The Harris County bail lawsuit effect on Dallas County

The Trib looks to see if the recent Harris County bail lawsuit settlement might affect the bail lawsuit in Dallas County.

“Anytime one county settles, it could possibly provide a roadmap for another county, but I can’t say that it will,” said Dallas County District Attorney John Creuzot, whose county’s bail practices have also been slammed by a federal judge. “The landscape of this lawsuit is different.”

A big piece of that is because Dallas’ lawsuit, like another in Harris and one in Galveston, targets bail practices not only for misdemeanor defendants, but for felony cases, too.

[…]

“I’ve been studying very closely what’s happening in Harris County, and I think that it’s a step in the right direction and something that we should … modify or use as a blueprint for felony cases,” said State District Court Judge Brandon Birmingham, a Democrat and defendant in Dallas’ lawsuit. He was especially interested in the idea of an open-hours court.

Adding felonies to the lawsuit against bail practices in Dallas brought a new complication, however. The judges work for the state, not the county, and are being represented by the Texas attorney general’s office, which claims they have no jurisdiction over early bail decisions. County officials, who are largely Democratic, have said the attorney general’s office, run by Republican Ken Paxton, has stalled settlement talks and reform efforts.
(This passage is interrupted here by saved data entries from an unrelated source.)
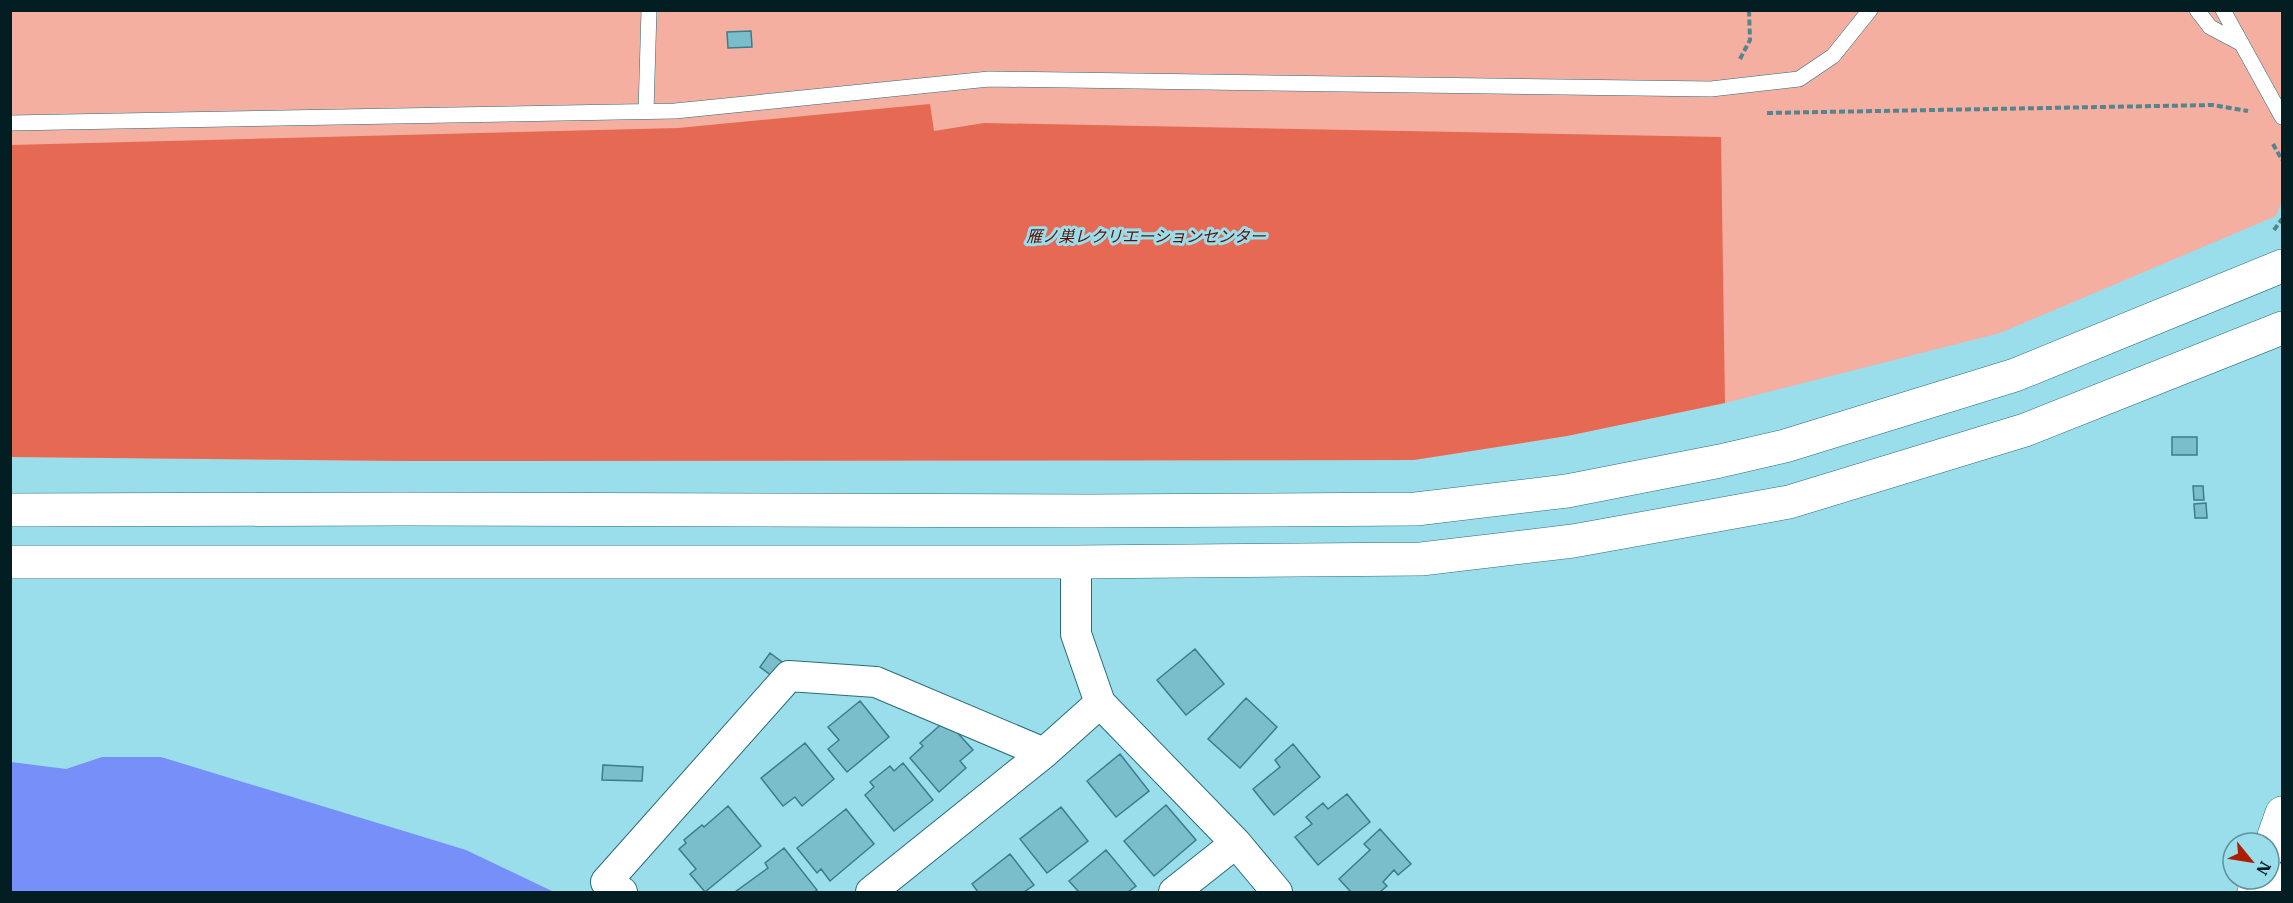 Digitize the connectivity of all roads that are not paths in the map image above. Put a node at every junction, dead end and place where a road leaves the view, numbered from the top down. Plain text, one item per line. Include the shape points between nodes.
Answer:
1 (649, 10) edge
2 (1870, 10) edge
3 (2197, 10) edge
4 (2223, 10) edge
5 (2242, 44) junction
6 (646, 111) junction
7 (2282, 117) edge
8 (10, 123) edge
9 (2283, 266) edge
10 (2283, 328) edge
11 (10, 510) edge
12 (10, 562) edge
13 (1076, 562) junction
14 (1100, 703) junction
15 (1044, 753) junction
16 (2283, 813) edge
17 (2276, 831) edge
18 (1236, 843) junction
19 (622, 892) edge
20 (871, 892) edge
21 (1174, 892) edge
22 (1277, 892) edge

1 - 6 lane
2 - 6 lane via 1833,56 1799,79 1736,87 989,79
3 - 5 lane via 2210,27
4 - 5 lane
5 - 7 lane
6 - 8 lane
9 - 11 street via 2015,375 1785,446 1568,491 1416,509
10 - 13 street via 2025,430 1789,502 1573,541 1421,559
12 - 13 street
13 - 14 street via 1076,634
14 - 15 street
14 - 18 street
15 - 19 street via 876,682 789,676 606,882
15 - 20 street
16 - 17 street
18 - 21 street
18 - 22 street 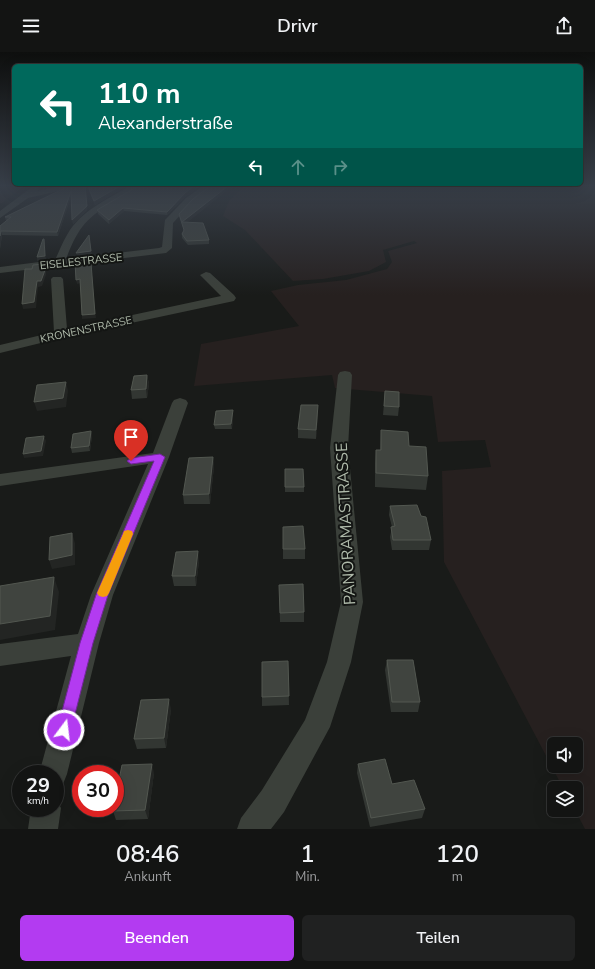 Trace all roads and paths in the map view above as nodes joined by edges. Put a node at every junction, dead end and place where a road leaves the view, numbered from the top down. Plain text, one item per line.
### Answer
1 (80, 222) edge
2 (168, 222) edge
3 (60, 264) junction
4 (0, 270) edge
5 (206, 275) dead end
6 (57, 279) dead end
7 (60, 334) junction
8 (0, 349) edge
9 (345, 375) dead end
10 (180, 403) dead end
11 (160, 457) junction
12 (0, 480) edge
13 (87, 643) junction
14 (0, 654) edge
15 (55, 765) edge
16 (45, 817) edge
17 (43, 829) edge
18 (252, 829) edge

1 - 3 street
2 - 3 street, EISELESTRASSE
3 - 4 street, EISELESTRASSE
5 - 7 street, KRONENSTRASSE
6 - 7 street
7 - 8 street, KRONENSTRASSE
9 - 18 street, PANORAMASTRASSE
10 - 11 street
11 - 12 street
11 - 13 street
13 - 14 street
13 - 15 street
16 - 17 street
“The fact that felony judges are part of the lawsuit complicates resolution,” said Dallas County Judge Clay Jenkins, a Democrat. “The AG office’s public positions on criminal justice reform and bail reform are not the same as the Commissioners Court or most of our elected judges.”

The attorney general’s office did not immediately respond to a request for comment.

In a court filing last month, Texas Solicitor General Kyle Hawkins wrote that the Dallas lawsuit goes too far by including felony judges. He said bail decisions are set by county judicial officers before felony judges assume jurisdiction over criminal matters.

“Despite tens of thousands of words spilled in this case so far, [the plaintiff] has yet to articulate just what she expects the felony judges to do, going forward, to remedy her alleged harm,” Hawkins wrote.

But things appear to be moving toward resolution. Two district judges, including Birmingham, recently began conducting their own bail hearings every morning and hired a lawyer to represent them instead of the attorney general. Jenkins and Creuzot confirmed that the parties are now headed to mediation to hopefully come up with a settlement proposal or consent decree.

See here for more on the second Harris County lawsuit, the one involving felony cases. It was filed in January and I haven’t seen any updates as yet, nor do I know if the AG’s office has gotten involved. Be that as it may, it seems to me that the underlying principle is the same, and should be viewed through a similar lens by the federal court. This time, Harris will follow behind Dallas, so we’ll see where they lead us.